За обедом в полдень было тихо и спокойно.

— Мы, по-видимому, все немного устали, — улыбнулся господин Абдерегг. — И ты, Пауль, тоже. И вы, господин Хомбургер? Но это была приятная смена декораций, а?

— Конечно, господин Абдерегг.

— Вы в свое удовольствие пообщались с фрейлейн? Она, похоже, чертовски начитанная особа.

— Об этом легче судить Паулю. У меня, к сожалению, был только краткий миг общения.

— А ты что скажешь по этому поводу, Пауль?

— Я? О ком вы, собственно, говорите?

— О фрейлейн Туснельде, если ты не возражаешь. Мне кажется, ты несколько рассеян…

— Ах, какое дело мальчику до дам? — вмешалась тетя.

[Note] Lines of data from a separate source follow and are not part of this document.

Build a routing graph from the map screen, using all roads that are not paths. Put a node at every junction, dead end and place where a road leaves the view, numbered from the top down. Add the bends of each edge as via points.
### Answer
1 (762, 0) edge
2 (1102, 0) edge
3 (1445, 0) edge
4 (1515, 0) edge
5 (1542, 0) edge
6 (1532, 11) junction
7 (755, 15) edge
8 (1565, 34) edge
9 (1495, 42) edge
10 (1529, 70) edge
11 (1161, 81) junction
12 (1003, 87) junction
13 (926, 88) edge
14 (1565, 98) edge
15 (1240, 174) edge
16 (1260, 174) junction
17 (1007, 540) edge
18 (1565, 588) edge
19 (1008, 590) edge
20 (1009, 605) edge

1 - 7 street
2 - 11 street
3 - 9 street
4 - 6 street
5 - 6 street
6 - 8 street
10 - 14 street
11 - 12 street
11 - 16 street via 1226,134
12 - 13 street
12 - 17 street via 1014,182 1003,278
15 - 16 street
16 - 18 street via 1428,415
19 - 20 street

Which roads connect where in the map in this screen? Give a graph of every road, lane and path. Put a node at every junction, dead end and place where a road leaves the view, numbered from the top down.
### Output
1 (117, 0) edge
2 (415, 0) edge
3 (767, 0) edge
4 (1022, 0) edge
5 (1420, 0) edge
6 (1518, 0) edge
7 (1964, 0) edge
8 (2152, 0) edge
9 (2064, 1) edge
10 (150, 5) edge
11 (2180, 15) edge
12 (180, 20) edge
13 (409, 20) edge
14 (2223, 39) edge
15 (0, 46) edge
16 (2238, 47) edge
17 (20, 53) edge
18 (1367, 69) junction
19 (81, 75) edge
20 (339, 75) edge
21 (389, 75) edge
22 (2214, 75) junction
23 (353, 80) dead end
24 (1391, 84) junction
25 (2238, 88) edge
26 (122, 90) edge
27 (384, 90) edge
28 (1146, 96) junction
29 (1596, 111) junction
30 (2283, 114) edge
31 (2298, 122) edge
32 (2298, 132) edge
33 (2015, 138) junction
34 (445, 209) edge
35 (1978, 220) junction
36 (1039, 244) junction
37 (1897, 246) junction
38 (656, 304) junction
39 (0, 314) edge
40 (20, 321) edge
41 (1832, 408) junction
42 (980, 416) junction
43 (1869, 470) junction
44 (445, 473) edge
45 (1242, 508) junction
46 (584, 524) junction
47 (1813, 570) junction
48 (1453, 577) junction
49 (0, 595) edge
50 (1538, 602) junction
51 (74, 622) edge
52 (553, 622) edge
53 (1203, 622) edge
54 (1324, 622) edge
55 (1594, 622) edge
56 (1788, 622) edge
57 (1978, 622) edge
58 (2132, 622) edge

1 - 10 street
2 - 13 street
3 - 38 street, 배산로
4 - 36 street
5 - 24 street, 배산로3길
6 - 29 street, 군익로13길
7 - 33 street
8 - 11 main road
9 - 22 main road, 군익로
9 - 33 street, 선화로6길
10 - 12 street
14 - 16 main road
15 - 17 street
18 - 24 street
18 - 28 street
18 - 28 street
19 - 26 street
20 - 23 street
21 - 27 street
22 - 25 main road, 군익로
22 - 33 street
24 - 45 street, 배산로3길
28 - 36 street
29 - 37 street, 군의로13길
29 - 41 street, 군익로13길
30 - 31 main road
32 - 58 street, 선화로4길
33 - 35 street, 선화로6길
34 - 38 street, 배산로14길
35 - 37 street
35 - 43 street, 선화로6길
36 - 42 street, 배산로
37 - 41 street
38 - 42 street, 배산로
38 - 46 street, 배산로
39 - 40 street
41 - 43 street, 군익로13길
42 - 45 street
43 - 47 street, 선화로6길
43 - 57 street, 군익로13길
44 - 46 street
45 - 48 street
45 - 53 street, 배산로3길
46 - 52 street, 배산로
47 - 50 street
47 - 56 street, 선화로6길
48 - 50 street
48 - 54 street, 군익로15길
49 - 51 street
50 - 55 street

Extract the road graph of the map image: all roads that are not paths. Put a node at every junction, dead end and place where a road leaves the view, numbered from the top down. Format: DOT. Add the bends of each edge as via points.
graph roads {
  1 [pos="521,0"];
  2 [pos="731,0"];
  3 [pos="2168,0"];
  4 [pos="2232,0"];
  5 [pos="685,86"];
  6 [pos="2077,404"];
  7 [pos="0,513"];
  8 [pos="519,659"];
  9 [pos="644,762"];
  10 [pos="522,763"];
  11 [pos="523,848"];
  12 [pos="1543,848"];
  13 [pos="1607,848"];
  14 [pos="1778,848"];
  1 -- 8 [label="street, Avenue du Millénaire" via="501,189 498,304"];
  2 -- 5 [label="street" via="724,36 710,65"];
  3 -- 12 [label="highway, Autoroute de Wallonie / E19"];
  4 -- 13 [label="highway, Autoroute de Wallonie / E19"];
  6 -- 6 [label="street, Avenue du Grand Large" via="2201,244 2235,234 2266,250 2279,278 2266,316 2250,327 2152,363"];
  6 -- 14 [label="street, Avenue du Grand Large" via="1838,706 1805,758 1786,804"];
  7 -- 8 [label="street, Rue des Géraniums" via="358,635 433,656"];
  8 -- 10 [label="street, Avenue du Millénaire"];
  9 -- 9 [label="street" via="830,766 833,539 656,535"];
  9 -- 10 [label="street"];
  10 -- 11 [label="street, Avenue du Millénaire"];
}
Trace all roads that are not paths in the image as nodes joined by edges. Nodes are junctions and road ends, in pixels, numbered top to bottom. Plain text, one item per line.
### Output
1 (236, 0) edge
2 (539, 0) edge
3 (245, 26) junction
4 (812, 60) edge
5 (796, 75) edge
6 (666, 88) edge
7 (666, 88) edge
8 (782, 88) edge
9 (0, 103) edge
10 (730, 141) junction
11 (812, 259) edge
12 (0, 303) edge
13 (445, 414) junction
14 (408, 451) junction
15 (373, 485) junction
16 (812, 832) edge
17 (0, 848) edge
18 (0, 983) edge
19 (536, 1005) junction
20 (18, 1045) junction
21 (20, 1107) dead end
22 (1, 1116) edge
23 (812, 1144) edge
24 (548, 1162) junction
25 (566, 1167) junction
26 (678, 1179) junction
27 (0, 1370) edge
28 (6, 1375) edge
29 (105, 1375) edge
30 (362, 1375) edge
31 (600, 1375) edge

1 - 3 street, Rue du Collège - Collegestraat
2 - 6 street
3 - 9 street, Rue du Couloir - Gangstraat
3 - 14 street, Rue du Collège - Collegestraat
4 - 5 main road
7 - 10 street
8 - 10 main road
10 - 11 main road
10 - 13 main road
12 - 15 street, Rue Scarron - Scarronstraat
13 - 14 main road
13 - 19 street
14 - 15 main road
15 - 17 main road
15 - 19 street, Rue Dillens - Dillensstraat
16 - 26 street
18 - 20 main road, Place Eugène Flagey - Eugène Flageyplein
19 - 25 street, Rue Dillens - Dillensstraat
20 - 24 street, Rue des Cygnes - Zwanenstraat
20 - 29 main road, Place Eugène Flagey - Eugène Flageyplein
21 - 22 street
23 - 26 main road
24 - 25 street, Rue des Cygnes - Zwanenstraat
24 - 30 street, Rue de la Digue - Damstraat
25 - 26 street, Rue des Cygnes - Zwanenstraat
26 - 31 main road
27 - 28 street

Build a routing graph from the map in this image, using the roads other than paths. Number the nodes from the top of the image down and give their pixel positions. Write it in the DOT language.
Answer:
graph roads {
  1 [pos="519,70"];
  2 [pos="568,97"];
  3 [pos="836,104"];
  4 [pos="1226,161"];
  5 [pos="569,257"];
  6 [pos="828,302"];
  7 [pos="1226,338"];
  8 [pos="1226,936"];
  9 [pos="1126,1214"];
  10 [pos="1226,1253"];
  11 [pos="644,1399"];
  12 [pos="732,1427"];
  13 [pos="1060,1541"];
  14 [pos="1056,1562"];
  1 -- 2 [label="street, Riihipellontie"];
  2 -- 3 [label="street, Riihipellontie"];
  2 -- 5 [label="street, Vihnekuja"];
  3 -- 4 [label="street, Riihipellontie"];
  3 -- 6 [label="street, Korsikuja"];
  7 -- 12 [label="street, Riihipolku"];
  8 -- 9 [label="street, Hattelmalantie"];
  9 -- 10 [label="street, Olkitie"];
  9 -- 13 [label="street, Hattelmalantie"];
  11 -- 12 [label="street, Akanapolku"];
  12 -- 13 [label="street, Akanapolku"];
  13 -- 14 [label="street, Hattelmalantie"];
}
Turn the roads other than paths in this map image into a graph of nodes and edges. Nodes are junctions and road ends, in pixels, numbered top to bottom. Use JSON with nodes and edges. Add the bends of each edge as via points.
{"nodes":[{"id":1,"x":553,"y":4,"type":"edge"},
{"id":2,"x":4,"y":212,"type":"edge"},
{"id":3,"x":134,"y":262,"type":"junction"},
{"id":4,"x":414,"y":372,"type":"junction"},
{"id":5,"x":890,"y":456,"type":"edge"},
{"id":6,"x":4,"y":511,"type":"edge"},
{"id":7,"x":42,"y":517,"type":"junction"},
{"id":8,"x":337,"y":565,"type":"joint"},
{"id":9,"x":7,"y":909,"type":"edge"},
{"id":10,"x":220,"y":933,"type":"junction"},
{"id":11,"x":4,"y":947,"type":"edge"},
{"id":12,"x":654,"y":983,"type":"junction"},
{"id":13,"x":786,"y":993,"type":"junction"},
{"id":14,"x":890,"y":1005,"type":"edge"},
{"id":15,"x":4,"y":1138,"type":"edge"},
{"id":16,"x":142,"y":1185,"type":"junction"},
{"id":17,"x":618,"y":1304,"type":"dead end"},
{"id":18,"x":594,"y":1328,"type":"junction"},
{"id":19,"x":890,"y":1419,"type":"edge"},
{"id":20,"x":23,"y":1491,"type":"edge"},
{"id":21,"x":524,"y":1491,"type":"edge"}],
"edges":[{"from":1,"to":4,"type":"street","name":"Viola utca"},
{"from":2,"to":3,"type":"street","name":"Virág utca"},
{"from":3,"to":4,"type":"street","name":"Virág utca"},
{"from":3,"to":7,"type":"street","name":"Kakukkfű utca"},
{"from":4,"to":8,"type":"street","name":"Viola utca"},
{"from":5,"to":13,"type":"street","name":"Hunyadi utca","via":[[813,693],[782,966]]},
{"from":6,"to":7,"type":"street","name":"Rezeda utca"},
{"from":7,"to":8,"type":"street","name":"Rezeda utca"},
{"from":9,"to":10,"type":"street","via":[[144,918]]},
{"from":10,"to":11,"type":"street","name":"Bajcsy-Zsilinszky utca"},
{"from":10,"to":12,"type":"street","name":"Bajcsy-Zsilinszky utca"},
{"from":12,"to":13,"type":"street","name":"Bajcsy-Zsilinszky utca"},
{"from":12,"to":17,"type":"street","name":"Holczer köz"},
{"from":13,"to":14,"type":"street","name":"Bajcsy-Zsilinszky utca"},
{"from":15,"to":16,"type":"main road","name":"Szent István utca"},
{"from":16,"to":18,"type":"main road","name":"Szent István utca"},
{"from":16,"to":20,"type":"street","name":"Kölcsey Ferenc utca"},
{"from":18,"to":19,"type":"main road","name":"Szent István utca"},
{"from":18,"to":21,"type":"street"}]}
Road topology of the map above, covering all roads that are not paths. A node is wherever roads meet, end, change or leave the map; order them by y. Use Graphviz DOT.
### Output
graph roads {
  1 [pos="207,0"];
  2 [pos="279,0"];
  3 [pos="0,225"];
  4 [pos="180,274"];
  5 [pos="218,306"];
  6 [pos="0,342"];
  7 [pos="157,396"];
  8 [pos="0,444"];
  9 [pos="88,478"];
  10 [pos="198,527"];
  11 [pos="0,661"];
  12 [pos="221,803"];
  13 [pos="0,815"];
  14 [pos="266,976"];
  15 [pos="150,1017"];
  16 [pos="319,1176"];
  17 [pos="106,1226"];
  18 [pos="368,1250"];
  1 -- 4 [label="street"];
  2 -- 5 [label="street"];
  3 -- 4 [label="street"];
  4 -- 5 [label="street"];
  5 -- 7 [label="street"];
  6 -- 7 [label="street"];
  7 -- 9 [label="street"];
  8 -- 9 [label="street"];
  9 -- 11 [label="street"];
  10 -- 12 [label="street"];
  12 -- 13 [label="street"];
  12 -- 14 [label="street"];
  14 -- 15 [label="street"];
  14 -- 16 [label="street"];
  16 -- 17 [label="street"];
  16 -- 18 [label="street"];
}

Жара опять набирала силу. Площадка источала огненный жар, на улице высохли последние лужи. На освещенной солнцем лужайке по-прежнему стоял старый бук, обтекаемый теплым воздухом, и на одном из толстых суков сидел юный Пауль Абдерегг, обхватив руками ствол, полностью спрятавшись в тени темно-красной листвы. Это было его старое, с детства любимое место, он всегда чувствовал себя там защищенным от всех напастей. Там, на этом суку, три года назад он тайком читал осенью «Разбойников», там выкурил половинку первой сигары и там впервые сочинил тогда эпиграмму на своего прежнего домашнего учителя, найдя которую, тетя ужасно разволновалась. Он вспоминал про это и другие проделки с чувством рассудительного, снисходительного человека, словно все это было в доисторические времена. Детские шалости, ребячество!